Wednesday, August 8, 2007

A pause after the fact.

Sometimes I get in a mood to keep going, even if I'm headed in the completely wrong direction.
Case in point:
My roommate Sarah was getting a haircut, and wanted me to pick her up. She told me the name of the salon multiple times, but I of course promptly forgot it. She gave me the address and a few directions over the phone and I wrote them down. She needed to be picked up at 5:30.
It's 4:30 and I'm in Fremont with nothing much to do, so I set off. At some point, I realize something is maybe wrong. I've followed my chicken-scratch directions and gone north to 65th, but the address is 23-something. I've gone north to go south? I keep going. The street changes names. I cross a bridge. I keep going. It's after 5. My thought at this point is to find a computer with internet access and find better directions. I can see the street I want to be in now, but I can't get in the right lane. The lane I'm in will lead me onto I-5, at 5:15. I stall with my turn blinker on, hoping for a really nice person to let me over, but no such luck. Instead, I have a pickup behind me, honking. So I get onto I-5, and the entire time the only thing running through my brain is "F--, F---, F---!" I'm a little less than calm at this point. I'm tired and it's too hot and I'm hungry and I would rather be anywhere on the interstate. So I take the first exit possible, which lands me in downtown. Maybe I could have planned this out better... I keep trying to get over a lane, so I can make any kind of turn, so I can stop heading in the completely wrong direction. Finally, I end up on 1st avenue and drive all the way through Belltown and onto Elliot Ave. I pull into my own driveway. It's 5:37. I send a text message to Sarah: "Um, you need to take the bus."
My fatherly neighbor, Daniel, a carpenter who likes to hang out shirtless and usually chats with me when I get home, sees the look on my face and asks what's wrong. "Well, I was supposed to pick someone up at a place I didn't know with an address that didn't exist, and the short version is I didn't pick her up and I feel bad." At this point I'm starting to cry just a little, mostly out of pent-up frustration, and I turn towards my door.

I open it to the loud voices and laughter of two Hollywood boys. (I'm not kidding, they're really from Hollywood). They're friends of my roommate's boyfriend, and I knew they were coming tonight, but I just can't deal with them now. I walk straight past the kitchen door without looking at anyone and head for my bedroom, shutting the door behind me. Through it, I hear Cynthia's voice: "Um, that was my roommate."

I flop down on my mattress and put my pillow over my face, trying to focus on my breathing. I lie still for a while. Then I take out a map and trace out with a black pen the route I had taken. I had gone, in a nutshell, through Fremont, up to Greenlake, over almost to Ravenna, down through the University District, across downtown to the water front, and back up to Queen Anne.

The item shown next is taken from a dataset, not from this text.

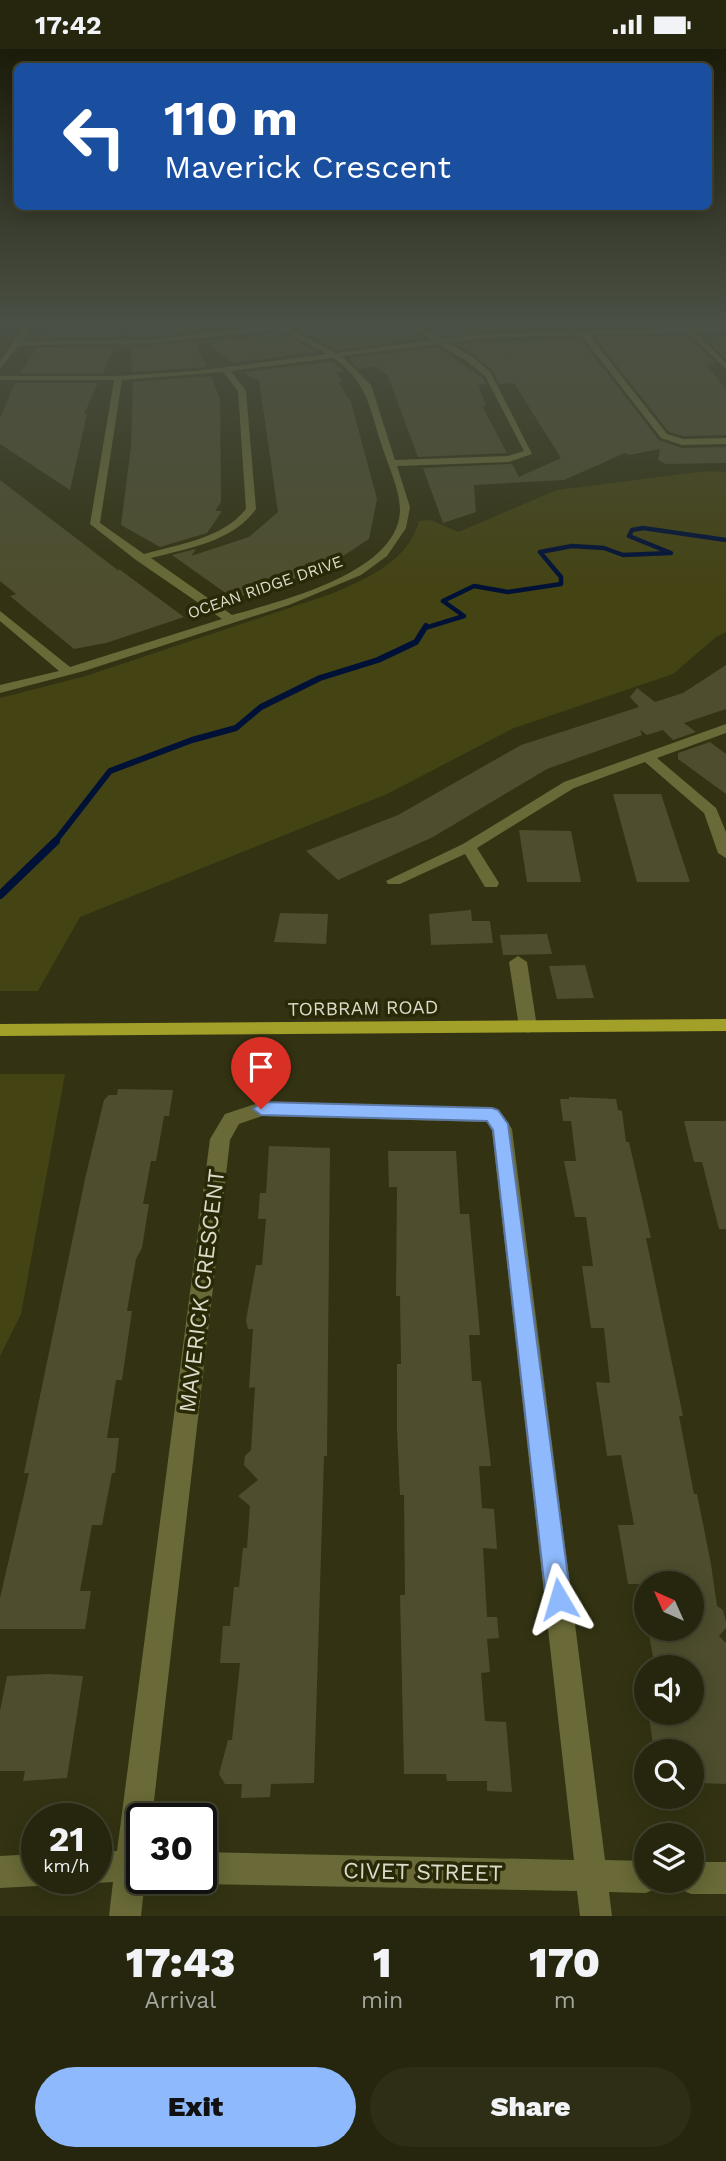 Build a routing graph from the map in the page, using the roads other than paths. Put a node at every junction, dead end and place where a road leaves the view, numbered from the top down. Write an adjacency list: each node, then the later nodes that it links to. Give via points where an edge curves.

Basically, I went in an extremely large circle. I take out my newly-found copy of the Baghavad Gita and read for a while.

Cynthia knocks on my door and comes in with a gleam in her eye. She pounces on top of me and nuzzles my neck (not actually an unusual occurrence in our house), and I start laughing. I follow her into the kitchen, to be greeted by two very tan, very rock-hard, very racuous boys. They each give me a bear hug, and I can't say I mind. They're twins trying out the acting thing, and I sip red wine while they start telling us stories about working in LA, which for them means mostly serving at catering events (shirtless), dancing in music videos, and being the occasional gay escort. I'm tempted to ask if they get $50 for the powder room, but I don't. But allusions to Breakfast at Tiffany's don't seem that far off the mark. They both remind of Holly Golightly--innocent, maybe a little naive, even for all the things they've already seen and done. Making a living off their social skills and using their acting skills mostly at parties, where they are "so happy!" to see people they don't actually like. Their life sounds lonely. You can't help but feel a little twinge, a temptation to want to play Paul Varjak and try to rescue them. They don't seem to belong in Hollywood, even though they do. They seem less-than-passionate about acting, unsure of their own abilities, unsure maybe of the road they have chosen. But still they go on.

I want to say to them "Take it from me, sometimes it's best to pull over." Maybe the road seems smooth and straight, maybe you just want to see where it goes, but maybe it would be better to pull the cab over and stand still, even in the rain, and think. Because maybe the place you're going, even if you got there, would be nowhere. Maybe it's time to turn around.
These things are so hard to know. All I do know is, it's hard to move and think at the same time.

1 comment:

Lee Staman said...

You already know what I'm going to tell you.